Complete prevention cannot be guaranteed. However measures can be taken to decrease the occurences, especially for those trekkers who are new to trekking.
1. Avoid rapid ascent. Hurrying to make the trip short may actually shorten the trip from the midway!!
2. Above 3000m, a gradual ascend of 300m or less from previous day’s sleeping altitude is recommended. It is wise to take a day acclimatization break every appx.1000m ascend or every third day.
3. For summit trekkers, a night in intermediate altitude decreases chance of AMS in high altitude.
4. For new travellers, it is wise to participate in some endurance and cardiac exercises before travelling.

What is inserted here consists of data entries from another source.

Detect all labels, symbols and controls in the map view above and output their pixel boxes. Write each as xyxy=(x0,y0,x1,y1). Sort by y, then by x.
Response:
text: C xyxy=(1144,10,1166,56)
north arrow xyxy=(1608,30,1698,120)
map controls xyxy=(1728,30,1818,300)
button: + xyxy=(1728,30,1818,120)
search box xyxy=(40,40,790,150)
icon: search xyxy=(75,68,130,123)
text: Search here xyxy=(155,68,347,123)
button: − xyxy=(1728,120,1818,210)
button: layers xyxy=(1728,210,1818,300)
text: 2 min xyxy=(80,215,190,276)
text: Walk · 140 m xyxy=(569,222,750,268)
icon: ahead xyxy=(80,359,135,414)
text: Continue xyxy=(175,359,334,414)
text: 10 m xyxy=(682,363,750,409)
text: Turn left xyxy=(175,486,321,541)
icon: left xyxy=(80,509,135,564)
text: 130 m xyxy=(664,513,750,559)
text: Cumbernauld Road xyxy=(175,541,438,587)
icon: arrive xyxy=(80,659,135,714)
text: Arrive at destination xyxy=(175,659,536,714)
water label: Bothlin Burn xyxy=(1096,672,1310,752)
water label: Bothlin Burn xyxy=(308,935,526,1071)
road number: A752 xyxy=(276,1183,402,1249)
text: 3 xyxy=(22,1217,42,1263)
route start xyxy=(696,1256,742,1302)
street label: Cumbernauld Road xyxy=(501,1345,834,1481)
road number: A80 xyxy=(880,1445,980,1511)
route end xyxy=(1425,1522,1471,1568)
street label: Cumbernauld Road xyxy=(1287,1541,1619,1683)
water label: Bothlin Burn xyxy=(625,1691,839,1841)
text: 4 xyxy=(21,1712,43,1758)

5. For the patients of known cardiac and pulmonary diseases, it is recommended to consult your physician before heading up for the hike.
6. Medical prophylaxis can be done with Acetazolamide 1-2 days before ascent and continue for 48 hrs or longer after consulting with physician.
7. For people with disease conditions: Transient rise in BP may occur in altitude so hypertensive patient should be cautious not to forget medication; asthma attacks may occur due to cold and exercise in asthmatics; obesity may increase chance of AMS at night; caution to travel above 2500m in people with sickle cell, a blood disorder.
8.Diabetics under medication should carry sweets and glucose in case of low-glucose condition. Pregnant women are generally not advised to travel above 3000m.
9. Consulting with locals is always beneficial, local herbs may exacerbate asthma and altitude sickness in susceptible individuals. And who knows, they may have their own local prophylaxis!!